Re-use of tiny blocks. The encoder only needs concise templates for small primes (2, 3, 5, 7, 11, …). Build once, reuse many times.

So prime_map contains primes (and 0,1) rather than every integer, prime factorization gives you every number while keeping the templates short.

The length / complement trick (~(LENGTH - n - 1))

There’s a per-input length limit in the service, so the encoder uses a trick for big numbers:

if len(result) >= 150:
    result = "~(" + encode_number(LENGTH - n - 1) + ")"

Why that works:

~x == -x - 1, so ~(LENGTH - n - 1) evaluates to n - LENGTH.
In Python indexing, flag[n - LENGTH] equals flag[n] if 0 <= n < LENGTH because negative indices wrap from the end by exactly LENGTH positions.
Thus encoding n as ~(LENGTH - n - 1) gives an equivalent index while sometimes producing a shorter textual expression, handy for n near LENGTH.

This is a simple length-saver: encode the complement if the direct encoding inside the input-size limit would be too long.

We assume LENGTH is known or guessed; the complement trick depends on it.

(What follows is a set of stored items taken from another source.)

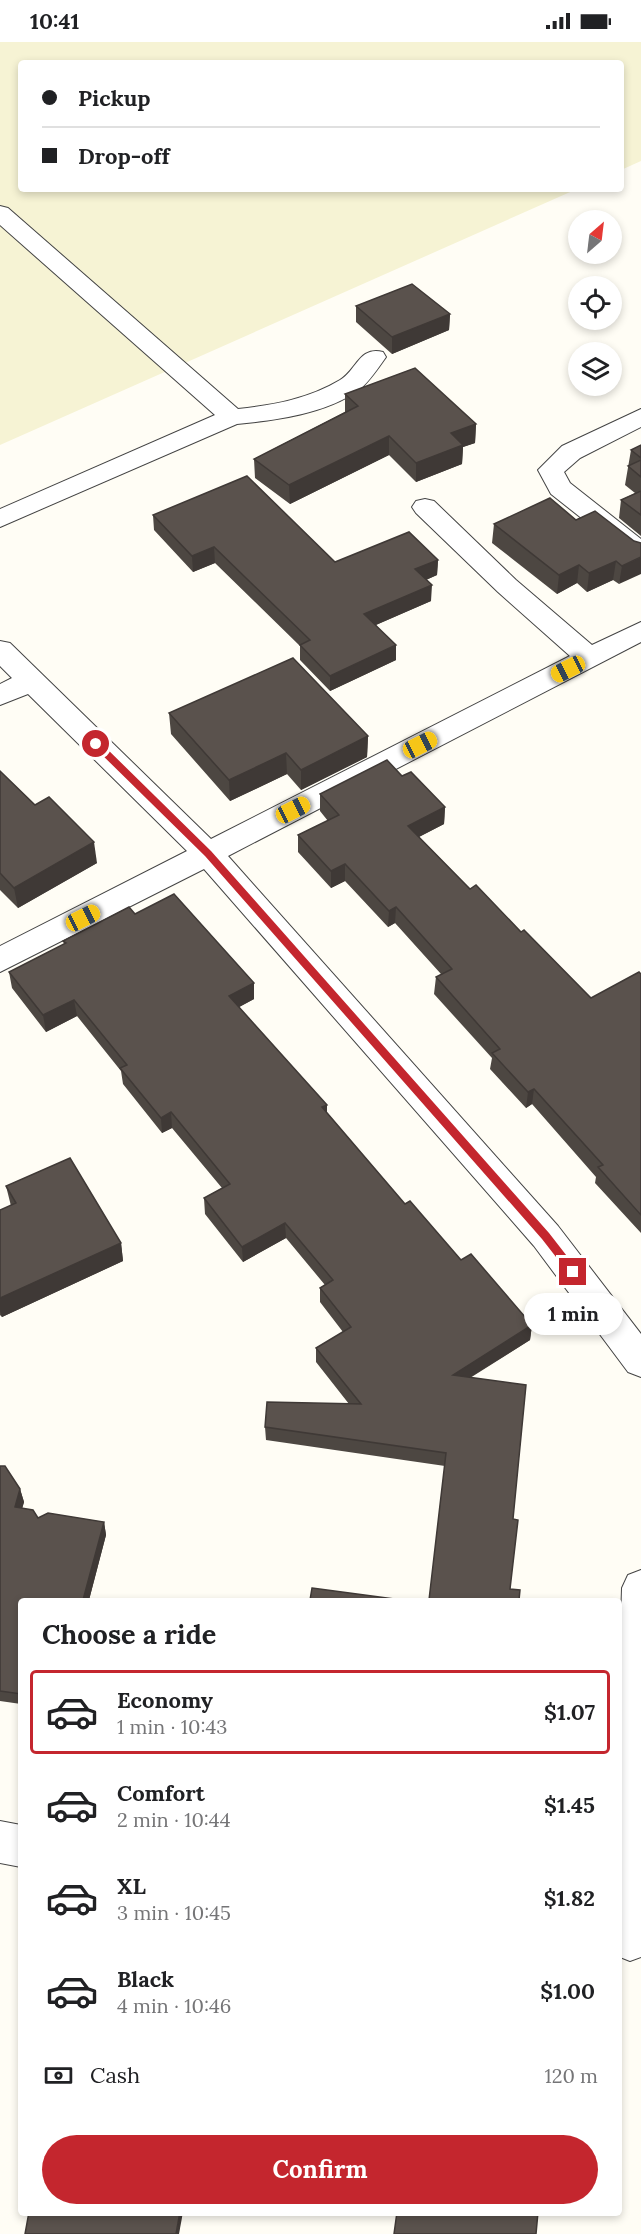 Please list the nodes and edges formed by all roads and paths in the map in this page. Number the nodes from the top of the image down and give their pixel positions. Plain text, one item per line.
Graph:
1 (0, 213) edge
2 (374, 357) dead end
3 (232, 417) junction
4 (641, 417) edge
5 (425, 507) dead end
6 (0, 519) edge
7 (641, 552) edge
8 (641, 631) edge
9 (0, 650) edge
10 (590, 658) junction
11 (32, 681) junction
12 (0, 695) edge
13 (208, 854) junction
14 (0, 960) edge
15 (641, 1360) edge
16 (641, 1588) edge
17 (0, 1842) edge
18 (18, 1845) edge
19 (630, 1939) edge

1 - 3 street
2 - 3 street
3 - 6 street
4 - 7 street
5 - 10 street
8 - 10 street
9 - 11 street
10 - 13 street
11 - 12 street
11 - 13 street
13 - 14 street
13 - 15 street
16 - 19 street
17 - 18 street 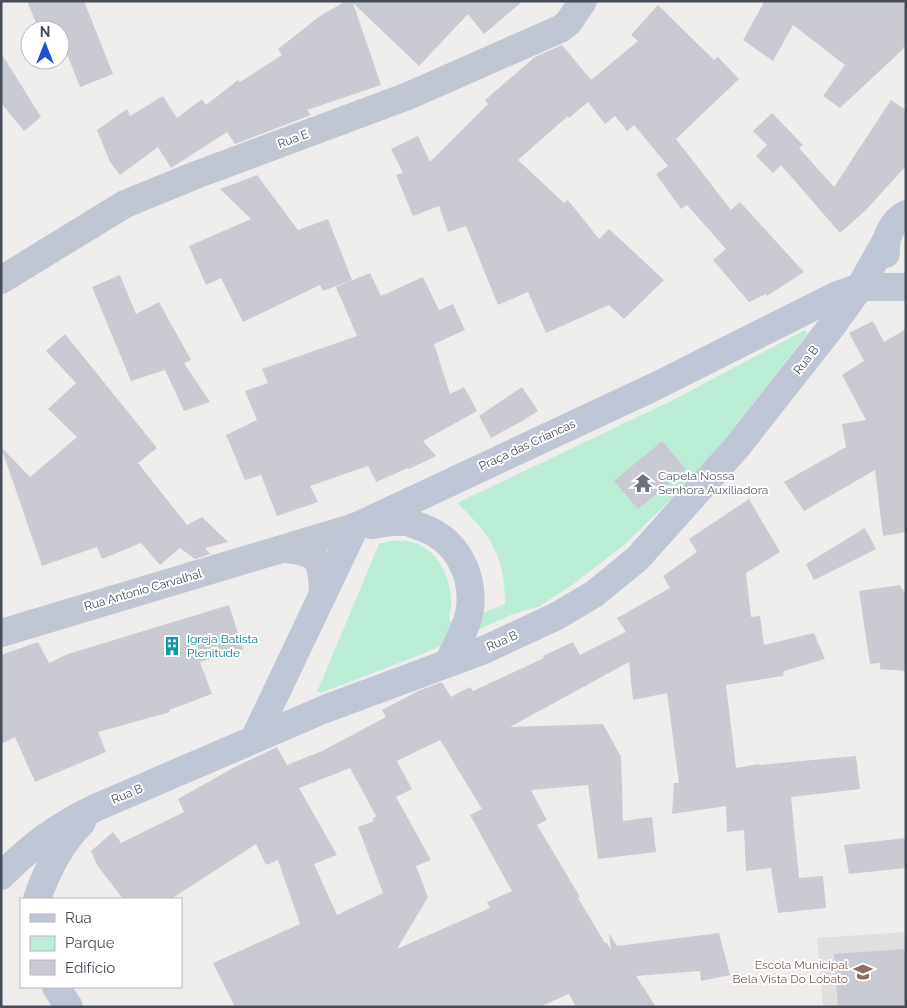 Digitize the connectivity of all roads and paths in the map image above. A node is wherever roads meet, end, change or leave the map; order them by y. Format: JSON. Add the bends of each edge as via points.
{"nodes":[{"id":1,"x":582,"y":1,"type":"edge"},
{"id":2,"x":900,"y":219,"type":"edge"},
{"id":3,"x":1,"y":280,"type":"edge"},
{"id":4,"x":906,"y":285,"type":"edge"},
{"id":5,"x":860,"y":287,"type":"junction"},
{"id":6,"x":356,"y":527,"type":"junction"},
{"id":7,"x":286,"y":549,"type":"junction"},
{"id":8,"x":323,"y":594,"type":"junction"},
{"id":9,"x":1,"y":633,"type":"edge"},
{"id":10,"x":448,"y":663,"type":"junction"},
{"id":11,"x":254,"y":739,"type":"junction"},
{"id":12,"x":96,"y":808,"type":"junction"},
{"id":13,"x":1,"y":876,"type":"edge"},
{"id":14,"x":37,"y":898,"type":"edge"},
{"id":15,"x":57,"y":988,"type":"edge"},
{"id":16,"x":69,"y":1007,"type":"edge"}],
"edges":[{"from":1,"to":3,"type":"street","name":"Rua E","via":[[568,23],[560,29],[408,96],[125,204]]},
{"from":2,"to":4,"type":"street","via":[[886,249],[893,272]]},
{"from":2,"to":5,"type":"street"},
{"from":4,"to":5,"type":"street"},
{"from":5,"to":6,"type":"street","name":"Praça das Criancas","via":[[835,296],[656,386]]},
{"from":5,"to":10,"type":"street","name":"Rua B","via":[[737,447],[637,559],[594,594],[568,610],[484,650]]},
{"from":6,"to":7,"type":"street","name":"Rua Antonio Carvalhal"},
{"from":6,"to":8,"type":"street"},
{"from":6,"to":10,"type":"street","via":[[407,522],[431,530],[457,553],[465,566],[470,608],[466,625]]},
{"from":7,"to":8,"type":"street","name":"Rua Antonio Carvalhal","via":[[306,551],[314,556],[323,574]]},
{"from":7,"to":9,"type":"street","name":"Rua Antonio Carvalhal"},
{"from":8,"to":11,"type":"street"},
{"from":10,"to":11,"type":"street","name":"Rua B"},
{"from":11,"to":12,"type":"street","name":"Rua B"},
{"from":12,"to":13,"type":"street","name":"Rua B","via":[[42,838]]},
{"from":12,"to":14,"type":"street","via":[[60,848]]},
{"from":15,"to":16,"type":"street"}]} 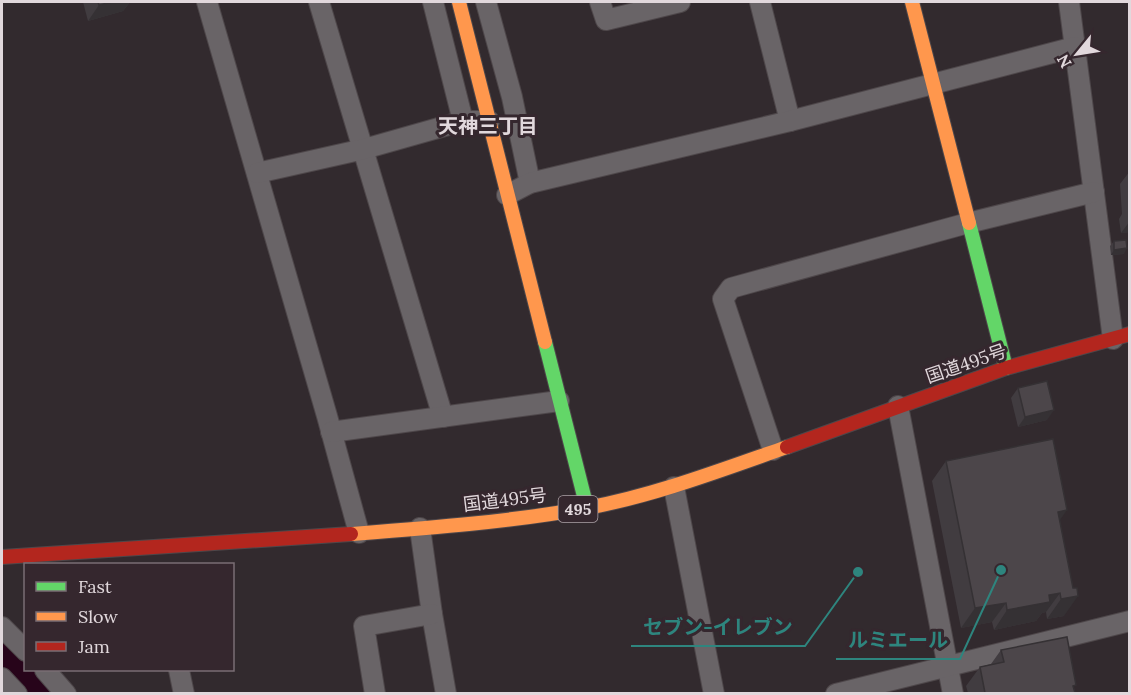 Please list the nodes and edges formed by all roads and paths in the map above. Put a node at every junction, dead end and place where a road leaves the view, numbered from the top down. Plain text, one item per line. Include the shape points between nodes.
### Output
1 (207, 2) edge
2 (320, 2) edge
3 (433, 2) edge
4 (459, 2) edge
5 (486, 2) edge
6 (600, 2) edge
7 (680, 2) edge
8 (760, 2) edge
9 (912, 2) edge
10 (1069, 2) edge
11 (1075, 47) junction
12 (933, 85) junction
13 (463, 121) junction
14 (489, 121) junction
15 (790, 121) junction
16 (364, 149) junction
17 (257, 173) junction
18 (530, 183) junction
19 (1094, 192) junction
20 (507, 195) junction
21 (968, 223) junction
22 (1121, 337) edge
23 (1006, 368) junction
24 (559, 401) junction
25 (898, 406) junction
26 (443, 417) junction
27 (331, 432) junction
28 (773, 450) junction
29 (674, 487) junction
30 (587, 508) junction
31 (420, 528) junction
32 (359, 533) junction
33 (155, 556) edge
34 (2, 557) edge
35 (432, 614) junction
36 (1130, 621) edge
37 (2, 627) edge
38 (24, 649) edge
39 (948, 665) junction
40 (47, 671) edge
41 (178, 671) edge
42 (2, 678) edge
43 (16, 693) edge
44 (66, 693) edge
45 (183, 693) edge
46 (375, 693) edge
47 (446, 693) edge
48 (714, 693) edge
49 (836, 693) edge
50 (953, 693) edge

1 - 17 street
2 - 16 street
3 - 13 street
4 - 14 main road
5 - 18 street
6 - 7 street via 606,20
8 - 15 street
9 - 12 main road
10 - 11 street
11 - 12 street
11 - 19 street
12 - 15 street
12 - 21 main road
13 - 14 street
13 - 16 street
14 - 20 main road
15 - 18 street
16 - 17 street
16 - 26 street
17 - 27 street
18 - 20 street
19 - 21 street
19 - 22 street
20 - 24 main road
21 - 23 main road
21 - 28 street via 731,288 723,299
22 - 23 main road, 国道495号 / 495
23 - 25 main road, 国道495号 / 495
24 - 26 street
24 - 30 main road
25 - 28 main road, 国道495号 / 495
25 - 39 street
26 - 27 street
27 - 32 street
28 - 29 main road, 国道495号 / 495
29 - 30 main road, 国道495号 / 495
29 - 48 street
30 - 31 main road, 国道495号 / 495
31 - 32 main road, 国道495号 / 495
31 - 35 street
32 - 33 main road, 国道495号 / 495
33 - 34 main road, 国道495号 / 495
35 - 46 street via 364,626
35 - 47 street
36 - 39 street
37 - 38 street
39 - 49 street
39 - 50 street
40 - 44 street
41 - 45 street
42 - 43 street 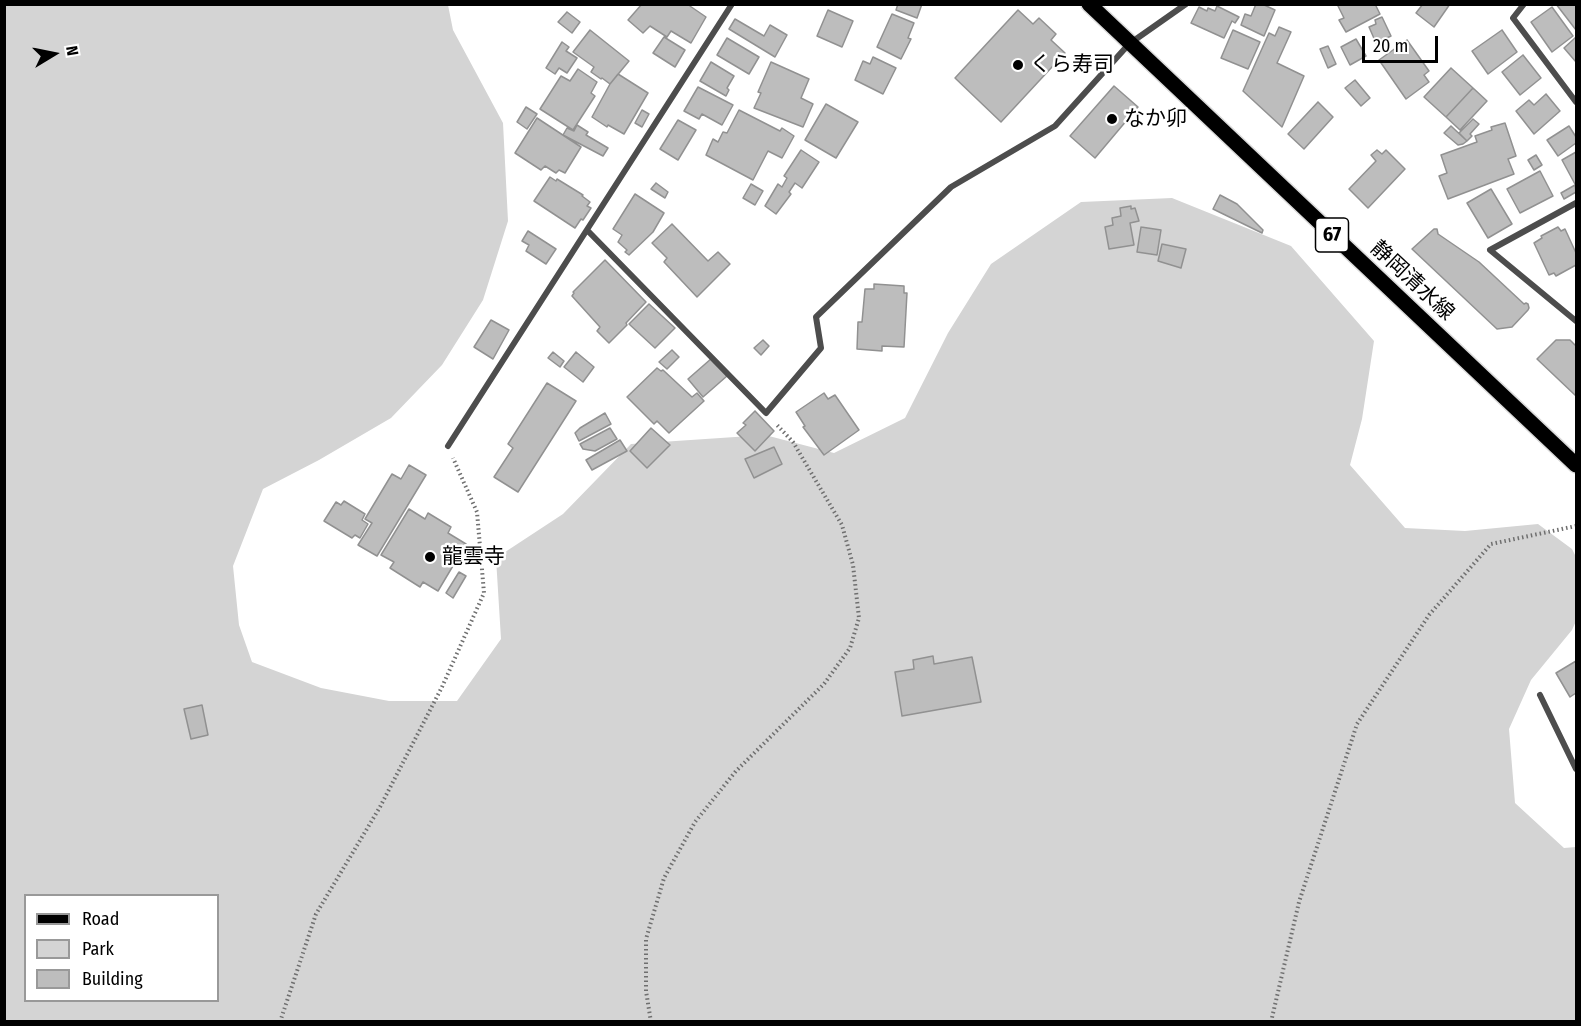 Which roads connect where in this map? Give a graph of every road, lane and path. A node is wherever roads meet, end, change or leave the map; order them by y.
1 (732, 4) edge
2 (1089, 4) edge
3 (1186, 4) edge
4 (1524, 4) edge
5 (1129, 44) junction
6 (1576, 102) edge
7 (1576, 202) edge
8 (587, 230) junction
9 (1576, 321) edge
10 (766, 413) junction
11 (448, 446) joint
12 (1576, 465) edge
13 (1576, 526) edge
14 (1540, 695) dead end
15 (1576, 769) edge
16 (280, 1022) edge
17 (651, 1022) edge
18 (1271, 1022) edge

If you don’t know the flag length, pick a safe upper bound or probe for it.

Different approaches

Please note, I know this mapping + number representation isn’t the only way to do it, and honestly it’s probably not the most optimal either. I saw a bunch of your solutions and I was genuinely impressed. As the author, learning new tricks from solvers is the best part of doing these things.

Here’s a nice alternative someone posted that I liked because it’s clean, recursive, and builds numbers compactly (so you rarely hit the “too long -> use negative index” shortcut):

# $ cat symbol_number.py 
class SymbolNumber:
    def __init__(self, value: str):
        self.value = value

    def __add__(self, other: "SymbolNumber") -> "SymbolNumber":
        return SymbolNumber(f"({self.value})+({other.value})")

    def __mul__(self, other: "SymbolNumber") -> "SymbolNumber":
        return SymbolNumber(f"({self.value})*({other.value})")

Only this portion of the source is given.